A. (a-6, b) B. (a, b-6) C. (-12-a, b) D. (a, -12-b)</p></li>
</ol>
<p>Can you explain this to me? I know how to do it but I'm not sure how to explain it to my friend I am helping. Can somebody break it down with detail? Thanks in advance!</p>
<ol>
<li><p>I don’t understand the nomenclature.</p></li>
<li><p>You’re flipping a point (a, b) across a line parallel to the x-axis. If you draw a picture, you will find that coordinate a will stay the same for both the flipped point and the point itself. What will b be? Imagine the point (3,4). Now just consider the y coordinates y = 4 and y = -6. y = -6 is the midpoint of the segment formed by (a, b) and (a’, b’), where ’ denotes the flipped point. In this case, when b = 4, b’ must be -16.</p></li>
</ol>
<p>Since our previous condition eliminates answer choices A and C, we can just test the y portion of answer choices B and D.

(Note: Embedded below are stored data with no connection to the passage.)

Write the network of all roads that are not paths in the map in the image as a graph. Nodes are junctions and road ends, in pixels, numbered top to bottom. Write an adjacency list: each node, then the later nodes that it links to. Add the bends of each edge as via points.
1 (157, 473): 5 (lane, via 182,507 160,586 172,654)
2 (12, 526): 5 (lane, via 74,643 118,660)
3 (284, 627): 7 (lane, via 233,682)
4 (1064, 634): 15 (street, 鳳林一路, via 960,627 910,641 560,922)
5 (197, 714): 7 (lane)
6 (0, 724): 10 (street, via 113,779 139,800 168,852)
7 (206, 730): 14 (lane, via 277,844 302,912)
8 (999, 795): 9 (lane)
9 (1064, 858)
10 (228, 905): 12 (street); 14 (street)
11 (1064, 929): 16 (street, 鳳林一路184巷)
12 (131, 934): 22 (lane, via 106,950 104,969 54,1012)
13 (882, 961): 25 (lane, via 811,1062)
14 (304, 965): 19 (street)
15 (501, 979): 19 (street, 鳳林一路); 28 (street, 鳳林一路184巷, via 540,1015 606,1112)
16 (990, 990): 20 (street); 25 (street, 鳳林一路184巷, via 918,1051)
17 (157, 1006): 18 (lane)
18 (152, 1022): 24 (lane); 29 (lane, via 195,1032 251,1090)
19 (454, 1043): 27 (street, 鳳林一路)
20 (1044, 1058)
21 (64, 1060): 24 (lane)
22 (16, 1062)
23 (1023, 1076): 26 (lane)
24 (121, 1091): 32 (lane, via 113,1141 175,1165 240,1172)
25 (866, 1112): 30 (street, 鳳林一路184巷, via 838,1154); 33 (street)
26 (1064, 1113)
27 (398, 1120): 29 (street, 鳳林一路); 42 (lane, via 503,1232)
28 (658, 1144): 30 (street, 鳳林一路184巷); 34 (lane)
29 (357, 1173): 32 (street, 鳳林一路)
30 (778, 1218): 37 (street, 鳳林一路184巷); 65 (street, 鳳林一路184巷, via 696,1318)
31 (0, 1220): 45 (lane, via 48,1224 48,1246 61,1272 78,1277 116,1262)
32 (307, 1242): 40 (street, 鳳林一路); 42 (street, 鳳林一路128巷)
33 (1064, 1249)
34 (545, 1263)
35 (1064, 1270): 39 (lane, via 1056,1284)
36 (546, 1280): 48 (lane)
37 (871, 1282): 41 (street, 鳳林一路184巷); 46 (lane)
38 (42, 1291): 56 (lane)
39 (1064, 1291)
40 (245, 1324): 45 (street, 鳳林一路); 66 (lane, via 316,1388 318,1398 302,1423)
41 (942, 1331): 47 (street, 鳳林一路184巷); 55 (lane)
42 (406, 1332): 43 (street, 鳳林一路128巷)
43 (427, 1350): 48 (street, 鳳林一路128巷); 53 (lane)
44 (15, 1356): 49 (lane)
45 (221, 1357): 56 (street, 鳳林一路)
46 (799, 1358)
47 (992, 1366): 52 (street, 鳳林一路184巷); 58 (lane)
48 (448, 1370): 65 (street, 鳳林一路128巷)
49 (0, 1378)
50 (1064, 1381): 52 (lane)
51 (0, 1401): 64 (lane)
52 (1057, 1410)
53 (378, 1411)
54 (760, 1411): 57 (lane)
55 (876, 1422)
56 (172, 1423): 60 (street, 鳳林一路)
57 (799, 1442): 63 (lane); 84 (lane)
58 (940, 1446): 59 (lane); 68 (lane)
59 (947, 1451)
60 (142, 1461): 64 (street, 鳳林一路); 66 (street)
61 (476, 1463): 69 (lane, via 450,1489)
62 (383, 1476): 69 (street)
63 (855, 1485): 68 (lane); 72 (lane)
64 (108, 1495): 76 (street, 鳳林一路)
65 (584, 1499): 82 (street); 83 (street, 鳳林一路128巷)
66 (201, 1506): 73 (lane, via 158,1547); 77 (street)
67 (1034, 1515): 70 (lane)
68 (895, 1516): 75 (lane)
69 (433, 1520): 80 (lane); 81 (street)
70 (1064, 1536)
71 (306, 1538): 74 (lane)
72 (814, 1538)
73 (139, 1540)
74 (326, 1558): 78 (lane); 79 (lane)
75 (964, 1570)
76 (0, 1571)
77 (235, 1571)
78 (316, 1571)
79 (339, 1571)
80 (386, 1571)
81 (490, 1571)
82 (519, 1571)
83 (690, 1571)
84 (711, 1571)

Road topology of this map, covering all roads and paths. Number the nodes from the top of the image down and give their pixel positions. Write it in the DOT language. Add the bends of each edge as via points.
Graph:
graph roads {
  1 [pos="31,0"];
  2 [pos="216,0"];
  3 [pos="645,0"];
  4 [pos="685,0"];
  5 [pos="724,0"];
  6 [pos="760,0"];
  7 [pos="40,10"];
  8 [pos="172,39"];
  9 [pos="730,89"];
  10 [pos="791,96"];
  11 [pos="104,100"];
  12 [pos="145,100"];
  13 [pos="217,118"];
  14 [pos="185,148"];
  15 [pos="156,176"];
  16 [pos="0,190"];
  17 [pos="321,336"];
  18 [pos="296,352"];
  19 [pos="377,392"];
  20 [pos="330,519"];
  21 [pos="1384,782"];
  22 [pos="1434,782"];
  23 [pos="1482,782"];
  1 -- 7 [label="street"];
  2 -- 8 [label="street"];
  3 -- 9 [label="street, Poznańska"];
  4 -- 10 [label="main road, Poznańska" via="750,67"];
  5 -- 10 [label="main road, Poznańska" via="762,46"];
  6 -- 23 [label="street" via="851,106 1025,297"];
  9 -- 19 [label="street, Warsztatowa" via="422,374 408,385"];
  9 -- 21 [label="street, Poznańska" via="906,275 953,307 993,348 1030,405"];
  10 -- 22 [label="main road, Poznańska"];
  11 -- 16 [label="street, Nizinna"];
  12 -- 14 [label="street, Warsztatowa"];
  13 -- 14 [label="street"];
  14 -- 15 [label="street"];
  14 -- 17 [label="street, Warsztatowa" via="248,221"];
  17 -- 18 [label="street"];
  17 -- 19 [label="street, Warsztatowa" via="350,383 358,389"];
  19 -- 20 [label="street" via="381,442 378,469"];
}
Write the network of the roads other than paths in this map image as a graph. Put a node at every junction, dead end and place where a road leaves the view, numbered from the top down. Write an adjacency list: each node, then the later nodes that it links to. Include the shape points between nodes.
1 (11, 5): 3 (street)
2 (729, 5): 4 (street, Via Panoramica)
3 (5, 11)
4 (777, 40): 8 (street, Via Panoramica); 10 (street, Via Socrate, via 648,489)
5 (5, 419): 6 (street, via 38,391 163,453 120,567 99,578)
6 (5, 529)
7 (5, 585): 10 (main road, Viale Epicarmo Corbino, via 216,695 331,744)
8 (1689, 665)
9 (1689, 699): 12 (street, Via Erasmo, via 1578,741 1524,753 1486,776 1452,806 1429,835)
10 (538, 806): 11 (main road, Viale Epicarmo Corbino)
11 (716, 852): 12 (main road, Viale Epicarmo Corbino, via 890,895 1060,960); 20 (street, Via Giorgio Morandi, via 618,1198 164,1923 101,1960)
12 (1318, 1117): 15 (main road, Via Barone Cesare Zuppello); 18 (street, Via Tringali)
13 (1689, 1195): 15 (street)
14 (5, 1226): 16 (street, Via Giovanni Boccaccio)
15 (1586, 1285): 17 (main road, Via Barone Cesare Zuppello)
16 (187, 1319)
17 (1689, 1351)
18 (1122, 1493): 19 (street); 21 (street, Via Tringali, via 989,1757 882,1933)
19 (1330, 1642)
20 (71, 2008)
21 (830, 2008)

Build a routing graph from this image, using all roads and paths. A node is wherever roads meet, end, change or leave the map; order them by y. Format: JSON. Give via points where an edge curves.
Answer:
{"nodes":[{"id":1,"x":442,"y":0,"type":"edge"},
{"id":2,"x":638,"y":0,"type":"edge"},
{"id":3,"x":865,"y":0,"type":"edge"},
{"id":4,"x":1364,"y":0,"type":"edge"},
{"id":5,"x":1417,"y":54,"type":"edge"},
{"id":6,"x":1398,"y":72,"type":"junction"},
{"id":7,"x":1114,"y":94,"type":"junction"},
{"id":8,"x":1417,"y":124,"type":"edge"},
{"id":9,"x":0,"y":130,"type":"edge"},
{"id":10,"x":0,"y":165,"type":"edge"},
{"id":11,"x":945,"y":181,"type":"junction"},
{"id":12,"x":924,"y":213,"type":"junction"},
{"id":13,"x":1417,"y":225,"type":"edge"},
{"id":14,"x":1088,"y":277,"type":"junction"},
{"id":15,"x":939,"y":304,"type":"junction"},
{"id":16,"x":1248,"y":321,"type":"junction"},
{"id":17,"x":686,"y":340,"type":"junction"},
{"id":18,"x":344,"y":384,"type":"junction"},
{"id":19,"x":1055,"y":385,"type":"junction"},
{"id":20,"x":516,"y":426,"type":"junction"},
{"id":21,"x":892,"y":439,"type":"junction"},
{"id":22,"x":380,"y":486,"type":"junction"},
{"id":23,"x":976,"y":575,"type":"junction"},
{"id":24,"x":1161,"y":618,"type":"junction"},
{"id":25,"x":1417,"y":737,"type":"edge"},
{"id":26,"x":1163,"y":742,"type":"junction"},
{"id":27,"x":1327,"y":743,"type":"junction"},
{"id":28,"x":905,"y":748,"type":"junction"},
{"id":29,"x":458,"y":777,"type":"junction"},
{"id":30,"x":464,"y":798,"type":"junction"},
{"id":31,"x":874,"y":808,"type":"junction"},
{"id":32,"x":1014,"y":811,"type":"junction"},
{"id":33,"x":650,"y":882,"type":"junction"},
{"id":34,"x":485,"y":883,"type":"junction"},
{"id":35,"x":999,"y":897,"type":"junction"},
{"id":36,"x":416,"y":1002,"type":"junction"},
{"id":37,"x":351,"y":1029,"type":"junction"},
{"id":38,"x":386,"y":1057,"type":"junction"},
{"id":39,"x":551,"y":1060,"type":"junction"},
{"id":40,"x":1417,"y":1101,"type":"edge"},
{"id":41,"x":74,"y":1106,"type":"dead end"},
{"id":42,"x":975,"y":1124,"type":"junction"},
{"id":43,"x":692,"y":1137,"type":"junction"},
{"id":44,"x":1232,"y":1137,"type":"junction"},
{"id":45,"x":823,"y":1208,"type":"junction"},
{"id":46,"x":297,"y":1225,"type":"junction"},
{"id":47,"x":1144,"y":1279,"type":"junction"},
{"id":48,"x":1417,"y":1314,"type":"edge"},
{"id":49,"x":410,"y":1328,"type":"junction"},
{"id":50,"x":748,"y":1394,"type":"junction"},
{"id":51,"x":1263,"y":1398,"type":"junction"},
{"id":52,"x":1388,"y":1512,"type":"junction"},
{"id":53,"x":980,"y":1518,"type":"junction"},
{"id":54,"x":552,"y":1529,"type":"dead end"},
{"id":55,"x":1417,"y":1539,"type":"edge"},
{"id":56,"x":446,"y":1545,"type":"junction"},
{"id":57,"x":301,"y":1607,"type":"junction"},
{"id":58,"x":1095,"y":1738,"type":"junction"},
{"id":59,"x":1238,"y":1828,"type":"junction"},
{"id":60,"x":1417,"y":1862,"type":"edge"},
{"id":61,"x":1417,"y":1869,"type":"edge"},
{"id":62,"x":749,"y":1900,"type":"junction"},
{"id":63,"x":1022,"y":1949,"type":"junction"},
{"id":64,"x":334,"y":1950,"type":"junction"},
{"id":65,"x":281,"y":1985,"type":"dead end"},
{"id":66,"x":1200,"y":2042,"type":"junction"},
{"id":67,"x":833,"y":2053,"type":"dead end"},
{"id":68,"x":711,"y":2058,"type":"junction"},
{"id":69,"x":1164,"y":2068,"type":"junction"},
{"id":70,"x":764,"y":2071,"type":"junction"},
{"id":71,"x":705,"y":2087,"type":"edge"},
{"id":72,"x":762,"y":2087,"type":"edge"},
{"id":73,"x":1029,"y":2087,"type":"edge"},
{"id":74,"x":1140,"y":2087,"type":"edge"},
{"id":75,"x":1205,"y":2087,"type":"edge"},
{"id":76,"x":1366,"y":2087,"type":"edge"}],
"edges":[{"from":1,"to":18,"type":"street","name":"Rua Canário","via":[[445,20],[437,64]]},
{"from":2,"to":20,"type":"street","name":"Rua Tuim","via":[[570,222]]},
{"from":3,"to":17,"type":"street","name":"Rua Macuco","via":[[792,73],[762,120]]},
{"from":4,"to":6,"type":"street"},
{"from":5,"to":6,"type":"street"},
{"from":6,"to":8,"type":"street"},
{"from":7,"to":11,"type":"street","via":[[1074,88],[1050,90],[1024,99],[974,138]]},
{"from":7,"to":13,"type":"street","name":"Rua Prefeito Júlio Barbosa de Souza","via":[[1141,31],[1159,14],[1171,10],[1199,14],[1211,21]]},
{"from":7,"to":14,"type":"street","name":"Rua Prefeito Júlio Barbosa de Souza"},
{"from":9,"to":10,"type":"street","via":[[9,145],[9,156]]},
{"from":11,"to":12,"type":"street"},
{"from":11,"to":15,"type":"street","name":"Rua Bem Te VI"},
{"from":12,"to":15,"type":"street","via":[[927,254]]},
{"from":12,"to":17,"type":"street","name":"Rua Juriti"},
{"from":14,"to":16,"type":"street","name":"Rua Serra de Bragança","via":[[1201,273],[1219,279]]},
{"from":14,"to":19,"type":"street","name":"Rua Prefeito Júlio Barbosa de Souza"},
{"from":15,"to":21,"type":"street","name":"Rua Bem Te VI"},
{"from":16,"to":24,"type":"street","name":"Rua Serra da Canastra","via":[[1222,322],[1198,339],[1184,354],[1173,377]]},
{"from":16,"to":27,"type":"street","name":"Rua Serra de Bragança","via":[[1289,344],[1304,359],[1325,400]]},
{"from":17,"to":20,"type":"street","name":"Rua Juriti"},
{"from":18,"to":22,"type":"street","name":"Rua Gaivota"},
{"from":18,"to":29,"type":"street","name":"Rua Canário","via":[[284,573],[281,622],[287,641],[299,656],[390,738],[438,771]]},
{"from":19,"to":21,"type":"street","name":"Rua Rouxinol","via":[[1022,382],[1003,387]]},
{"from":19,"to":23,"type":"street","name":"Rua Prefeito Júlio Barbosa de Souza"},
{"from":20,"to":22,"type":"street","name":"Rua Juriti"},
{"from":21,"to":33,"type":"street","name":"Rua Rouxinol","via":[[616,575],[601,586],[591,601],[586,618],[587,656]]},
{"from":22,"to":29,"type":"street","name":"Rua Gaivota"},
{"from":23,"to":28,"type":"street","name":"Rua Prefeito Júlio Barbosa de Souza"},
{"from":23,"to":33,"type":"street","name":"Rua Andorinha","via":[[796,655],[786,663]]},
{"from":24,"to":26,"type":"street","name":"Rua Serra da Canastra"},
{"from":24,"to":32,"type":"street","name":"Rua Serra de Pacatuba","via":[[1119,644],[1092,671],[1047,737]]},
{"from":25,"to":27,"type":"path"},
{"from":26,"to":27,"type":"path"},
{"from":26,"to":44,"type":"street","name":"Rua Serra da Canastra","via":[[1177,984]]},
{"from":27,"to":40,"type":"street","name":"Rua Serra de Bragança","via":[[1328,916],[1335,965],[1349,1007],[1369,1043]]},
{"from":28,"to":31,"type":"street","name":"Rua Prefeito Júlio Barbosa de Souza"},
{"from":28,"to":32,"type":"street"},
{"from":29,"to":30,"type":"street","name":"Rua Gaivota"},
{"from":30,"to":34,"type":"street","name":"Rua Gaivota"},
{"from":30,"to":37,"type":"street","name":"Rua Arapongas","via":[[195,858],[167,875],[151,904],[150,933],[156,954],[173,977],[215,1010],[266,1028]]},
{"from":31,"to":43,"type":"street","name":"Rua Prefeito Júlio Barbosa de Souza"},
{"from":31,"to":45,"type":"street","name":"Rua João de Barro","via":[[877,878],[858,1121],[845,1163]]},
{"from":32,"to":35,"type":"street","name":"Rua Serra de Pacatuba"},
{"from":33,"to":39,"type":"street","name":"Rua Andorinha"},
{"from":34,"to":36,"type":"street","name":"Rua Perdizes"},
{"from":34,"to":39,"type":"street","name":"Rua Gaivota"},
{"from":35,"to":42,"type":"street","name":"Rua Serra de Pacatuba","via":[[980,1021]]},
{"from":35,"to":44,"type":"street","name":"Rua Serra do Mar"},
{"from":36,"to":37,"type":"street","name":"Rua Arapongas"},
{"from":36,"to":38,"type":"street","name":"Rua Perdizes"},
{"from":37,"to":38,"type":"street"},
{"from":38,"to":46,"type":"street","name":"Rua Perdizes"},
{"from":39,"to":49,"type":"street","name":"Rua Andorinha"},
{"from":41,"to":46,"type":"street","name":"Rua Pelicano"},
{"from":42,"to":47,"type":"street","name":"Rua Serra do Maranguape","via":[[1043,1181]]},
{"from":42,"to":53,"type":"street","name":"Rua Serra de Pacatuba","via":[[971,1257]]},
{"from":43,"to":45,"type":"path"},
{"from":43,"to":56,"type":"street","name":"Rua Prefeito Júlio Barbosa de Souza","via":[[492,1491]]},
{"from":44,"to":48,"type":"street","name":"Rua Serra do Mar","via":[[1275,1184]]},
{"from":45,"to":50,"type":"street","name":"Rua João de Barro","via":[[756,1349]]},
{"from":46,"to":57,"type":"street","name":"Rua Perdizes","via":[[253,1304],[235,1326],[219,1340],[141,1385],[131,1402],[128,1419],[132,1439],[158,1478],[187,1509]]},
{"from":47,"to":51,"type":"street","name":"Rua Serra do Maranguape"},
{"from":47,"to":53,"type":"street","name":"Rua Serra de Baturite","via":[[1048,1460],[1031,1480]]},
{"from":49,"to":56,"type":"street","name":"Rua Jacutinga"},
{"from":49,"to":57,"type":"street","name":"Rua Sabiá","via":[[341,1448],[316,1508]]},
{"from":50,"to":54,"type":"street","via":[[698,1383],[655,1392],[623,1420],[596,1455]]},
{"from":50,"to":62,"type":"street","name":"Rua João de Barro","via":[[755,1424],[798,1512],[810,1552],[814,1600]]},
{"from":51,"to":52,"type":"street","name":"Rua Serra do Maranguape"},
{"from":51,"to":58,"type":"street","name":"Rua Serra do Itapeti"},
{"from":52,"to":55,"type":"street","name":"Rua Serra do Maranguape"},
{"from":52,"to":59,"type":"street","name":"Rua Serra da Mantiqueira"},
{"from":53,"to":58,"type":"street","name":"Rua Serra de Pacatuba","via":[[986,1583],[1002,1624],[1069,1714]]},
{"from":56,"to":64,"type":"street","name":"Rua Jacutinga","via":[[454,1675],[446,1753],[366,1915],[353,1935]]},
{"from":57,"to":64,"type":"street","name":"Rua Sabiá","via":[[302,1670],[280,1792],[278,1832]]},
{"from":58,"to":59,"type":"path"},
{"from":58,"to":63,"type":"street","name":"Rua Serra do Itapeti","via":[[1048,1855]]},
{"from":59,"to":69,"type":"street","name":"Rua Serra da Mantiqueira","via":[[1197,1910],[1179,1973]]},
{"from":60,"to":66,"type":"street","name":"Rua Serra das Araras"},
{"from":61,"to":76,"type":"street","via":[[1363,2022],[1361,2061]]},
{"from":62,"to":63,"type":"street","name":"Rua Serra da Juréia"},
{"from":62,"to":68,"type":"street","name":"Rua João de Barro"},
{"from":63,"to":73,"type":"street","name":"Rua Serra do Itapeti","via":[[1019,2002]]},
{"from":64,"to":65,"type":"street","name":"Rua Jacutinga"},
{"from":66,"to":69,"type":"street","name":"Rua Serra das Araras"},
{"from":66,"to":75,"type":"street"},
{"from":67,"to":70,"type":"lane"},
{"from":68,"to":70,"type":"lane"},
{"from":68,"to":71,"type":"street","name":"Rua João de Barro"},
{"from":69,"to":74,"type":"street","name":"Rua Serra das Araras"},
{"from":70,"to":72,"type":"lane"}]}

First, B: (a, b-6) = (3,-2) - incorrect.
Now, D: (a, -12-b) = (3,-16) - ah, that’s what we determined the answer would be!</p>
<p>Brilliant! The answer is D (a, -12-b)!</p>
<p>For #2, if I’m not mistaken, it’d D. because all the other choices just don’t work anyway (and I do believe D. works, anyway, as well).</p>
<p>If you have to reflect an image across a line that has the equation y=-6, you have to first imagine any line or shape (that’s obviously made up of lines) on some positive (or negative, above -6) Y of the graph. Instead of working directly with numbers and eliminating that way to see if some line or shape ends up where it should for a reflection across the line y=-6, you can simply realize that if the line or shape you imagined was wayyyy in narnia somewhere, like with the coordinate of 50y, it must definitely not be reflectable upon y=-6 by just taking away 6 from it, as B. does. And, most obviously, taking away from the X coordinate won’t do us any good because we’re trying to reflect across a line going straight in the left/right direction, a.k.a. a line with slope 0, basically having us eliminate A. and C.</p>
<p>So, D. is the only one left. Besides, if you really wanted to, you could plug in some simple numbers like b=0.</p>
<p>tl;dr: You’re reflecting across a line of 0 slope, so there shouldn’t be any difference in X. A. and C. out. If a line of 0 slope as well had y=0, you can’t simply -6 from it to get the right reflection. Just D. left</p>
<p>If I understand what you are saying in #1…You are looking for the starting point so that after you apply the translation (x-3,y) – which translates three units left – and then take that resulting point and reflect it around the line y = 2, you end up at 3, -1. So to figure out the starting point, as the hint said, undo the two processes: Reflect back from 3, -1 around the y=2 line and you end up at 3, 5 – draw it and you will see that (3,-1) was three units below the reflection line, so now you want to be 3 units above. </p>
<p>But now, from (3,5) you have to translate three units to the right to undo the first translation. So that takes you to (6,5) where it all must have started…</p>
<p>That’s if I read this right. And of course…not an SAT question.</p>
<p>Thanks everyone! Yeah I thought she was asking about the SAT but it was just normal geometry.</p>